In order to become Canadian citizens, permanent residents must attend a citizenship ceremony and take the Oath of Citizenship.
Source: CIC News
New Canadian citizens are now pledging allegiance to King Charles after Queen Elizabeth, the longest-serving monarch in British history, passed away last Thursday.
CBC News told the story of Jeffery Sachs who was among the first Canadians to acknowledge the new King during the Oath of Citizenship. News of the Queen’s death came about an hour before Sachs and a number of others were expecting to swear their oaths at a virtual citizenship ceremony. Although Sachs was expecting a scramble to change the wording of the oath, he said the ceremony went on seamlessly.
Sachs told CBC News that being a part of the abrupt changeover was a “remarkable experience.”
Although the Canadian government website still acknowledges Queen Elizabeth (as of the date of publication), IRCC told CIC News that written references to the citizenship oath will be changed “in due course.”
“Following the passing of Her Majesty Queen Elizabeth II [on September 8], the reference to Her Majesty in the Oath of Citizenship was amended to refer to King Charles III. This change was made in accordance with the Interpretation Act and applies to all citizenship ceremonies going forward,” an IRCC spokesperson said in an email. “The Citizenship Act and written references to the Oath of Citizenship will be formally amended in due course.”
Taking the Oath of Citizenship at a citizenship ceremony is the final step that permanent residents must take to become Canadian citizens.
About taking the Oath of Citizenship
According to the Canadian government website, permanent residents aged 14 and older must attend a citizenship ceremony and take the oath.
Children under age 14 do not have to attend, although they are welcome. In cases where these children do not attend, parents will get certificates of citizenship for them at the ceremony.
During the ceremony, a judge or citizenship official will lead the Oath of Citizenship in English and in French. Participants are expected to repeat after the official in at least one of the official languages, and will be invited to sing the bilingual version of the national anthem.
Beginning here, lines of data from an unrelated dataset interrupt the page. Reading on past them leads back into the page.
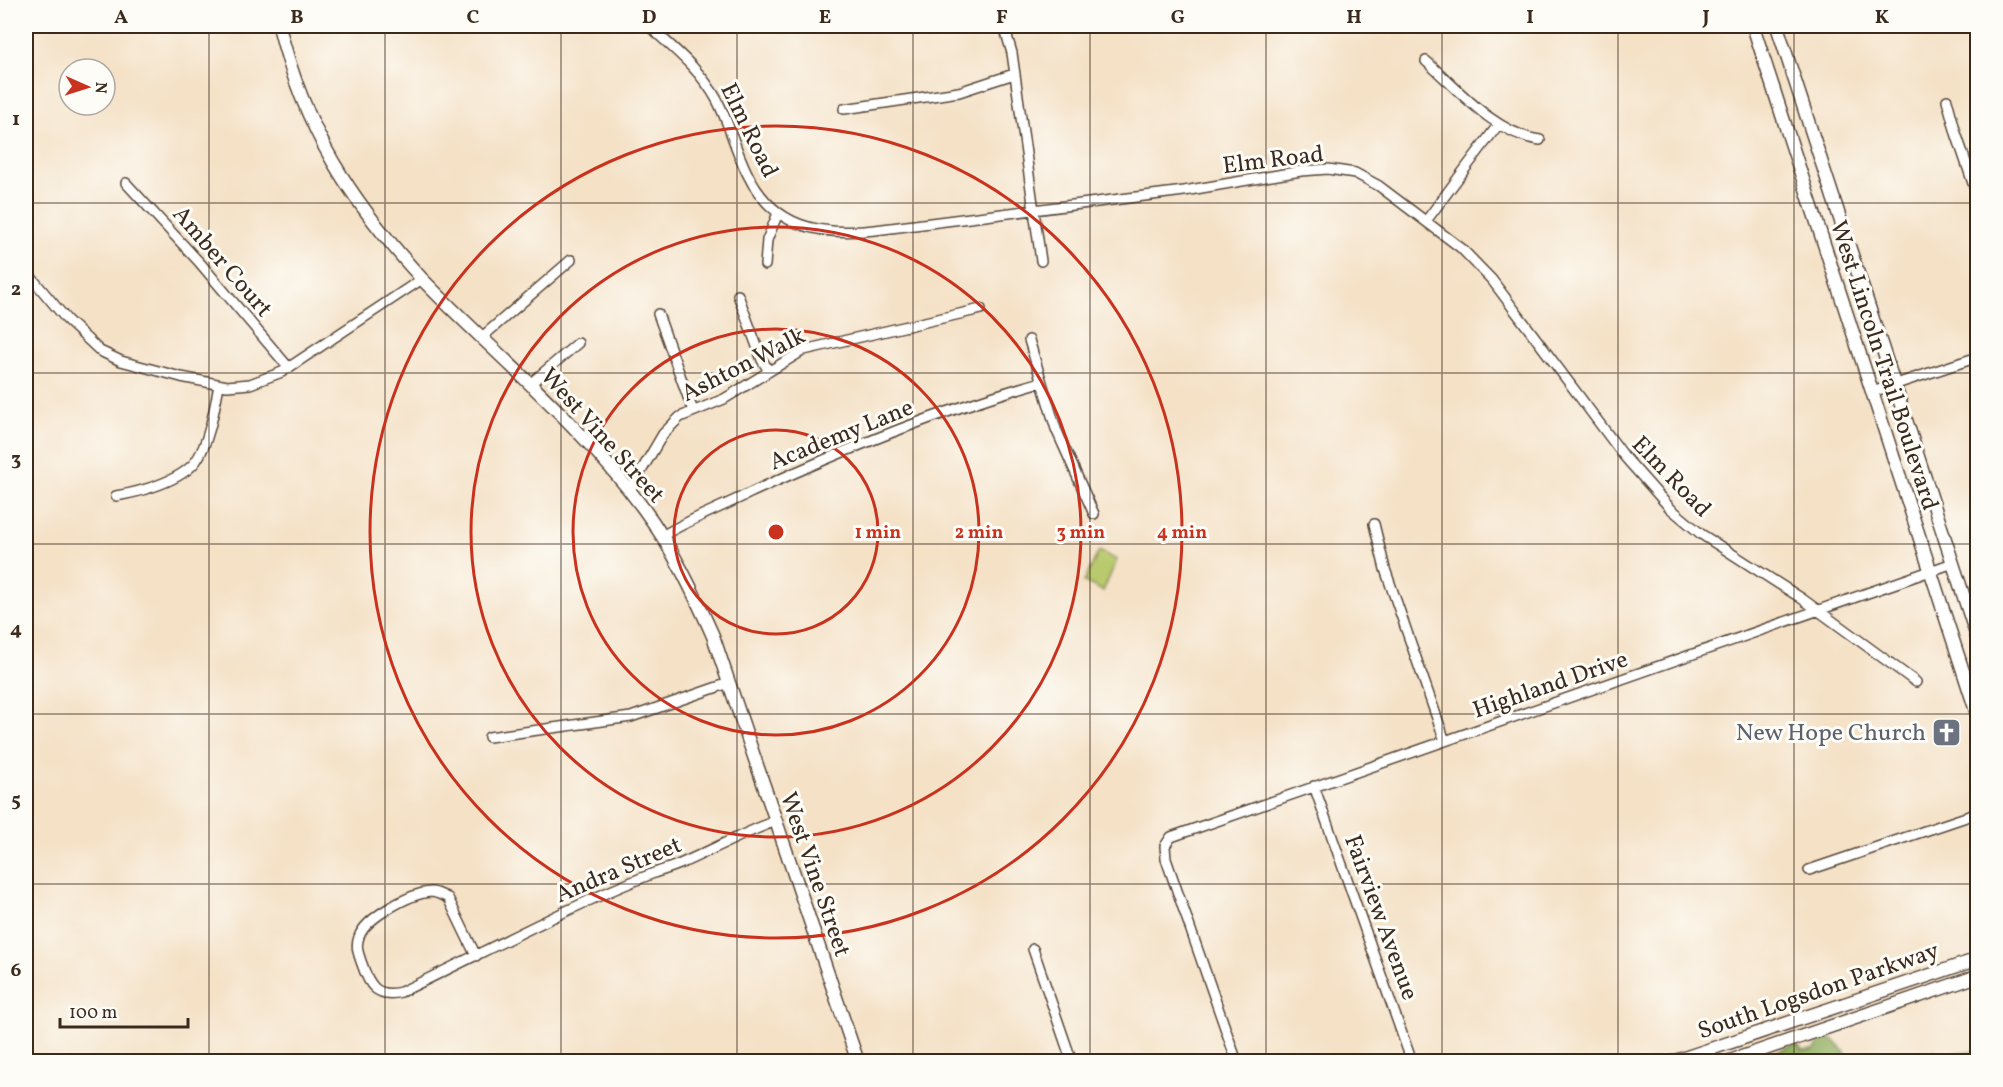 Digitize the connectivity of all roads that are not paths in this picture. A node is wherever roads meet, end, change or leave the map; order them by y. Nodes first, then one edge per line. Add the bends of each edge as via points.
1 (279, 26) edge
2 (649, 26) edge
3 (1004, 26) edge
4 (1753, 26) edge
5 (1777, 26) edge
6 (1426, 61) dead end
7 (1014, 74) junction
8 (1947, 100) dead end
9 (844, 109) dead end
10 (1498, 125) junction
11 (1540, 140) dead end
12 (126, 183) dead end
13 (1977, 198) edge
14 (1032, 209) junction
15 (778, 213) junction
16 (1426, 221) junction
17 (571, 260) dead end
18 (1041, 261) dead end
19 (765, 265) dead end
20 (26, 272) edge
21 (422, 279) junction
22 (738, 295) dead end
23 (981, 309) dead end
24 (658, 314) dead end
25 (481, 338) junction
26 (1029, 340) dead end
27 (578, 343) dead end
28 (1977, 357) edge
29 (289, 368) junction
30 (769, 371) junction
31 (1041, 382) junction
32 (530, 384) junction
33 (1894, 384) junction
34 (219, 385) junction
35 (1872, 392) junction
36 (693, 411) junction
37 (630, 490) junction
38 (116, 496) dead end
39 (1094, 514) dead end
40 (1374, 524) dead end
41 (662, 536) junction
42 (1953, 564) junction
43 (1930, 572) junction
44 (1818, 611) junction
45 (1977, 640) edge
46 (1916, 682) dead end
47 (729, 683) junction
48 (1977, 717) edge
49 (489, 736) dead end
50 (1445, 741) junction
51 (1314, 786) junction
52 (1977, 813) edge
53 (776, 821) junction
54 (1809, 870) dead end
55 (1033, 950) dead end
56 (476, 956) junction
57 (1977, 959) edge
58 (1977, 976) edge
59 (1742, 1038) junction
60 (1748, 1054) junction
61 (858, 1062) edge
62 (1072, 1062) edge
63 (1238, 1062) edge
64 (1412, 1062) edge
65 (1672, 1062) edge
66 (1727, 1062) edge

1 - 21 main road, West Vine Street via 310,120 337,172 376,226
2 - 15 street, Elm Road via 700,75 722,111 747,174
3 - 7 street
4 - 35 main road, West Lincoln Trail Boulevard
5 - 33 main road, West Lincoln Trail Boulevard
6 - 10 street
7 - 9 street via 959,92
7 - 14 street
8 - 13 street
10 - 11 street
10 - 16 street
12 - 29 street, Amber Court
14 - 15 street, Elm Road via 849,233 811,229
14 - 16 street, Elm Road via 1173,193 1328,169 1367,179
14 - 18 street
15 - 19 street via 767,240
16 - 44 street, Elm Road via 1461,248 1491,280 1624,456 1670,508 1701,534
17 - 25 street
20 - 34 street via 100,351 121,361
21 - 25 main road, West Vine Street
21 - 29 street
22 - 30 street
23 - 30 street, Ashton Walk via 804,350
24 - 36 street
25 - 32 main road, West Vine Street
26 - 31 street
27 - 32 street
28 - 33 street
29 - 34 street via 250,384
30 - 36 street, Ashton Walk via 724,399
31 - 39 street via 1056,429
31 - 41 street, Academy Lane via 853,448
32 - 37 main road, West Vine Street
33 - 35 street
33 - 42 main road, West Lincoln Trail Boulevard
34 - 38 street via 205,442 191,466 164,482
35 - 43 main road, West Lincoln Trail Boulevard
36 - 37 street, Ashton Walk via 680,417 663,434
37 - 41 main road, West Vine Street
40 - 50 street via 1385,569
41 - 47 main road, West Vine Street via 696,597
42 - 43 street, Highland Drive
42 - 45 main road, West Lincoln Trail Boulevard
43 - 44 street, Highland Drive
43 - 48 main road, West Lincoln Trail Boulevard
44 - 46 street, Elm Road
44 - 50 street, Highland Drive
47 - 49 street via 631,717
47 - 53 main road, West Vine Street
50 - 51 street, Highland Drive
51 - 63 street, Highland Drive via 1171,837 1165,846 1166,859
51 - 64 street, Fairview Avenue
52 - 54 street
53 - 56 street, Andra Street
53 - 61 main road, West Vine Street
55 - 62 street
56 - 56 street, Andra Street via 448,898 433,892 390,908 363,928 357,947 368,980 374,988 390,995
57 - 59 main road, South Logsdon Parkway
58 - 60 main road, South Logsdon Parkway
59 - 60 street
59 - 65 main road, South Logsdon Parkway
60 - 66 main road, South Logsdon Parkway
You may “swear” or “affirm” the oath. The Canadian government says the term “I swear” is for people who want to refer to their religious beliefs. You may bring a holy book with you if you want to swear the oath. Saying “I affirm” is for people who do not want to refer to a religious text.
Once you take the oath of citizenship, you will get your citizenship certificate and officially become a Canadian citizen.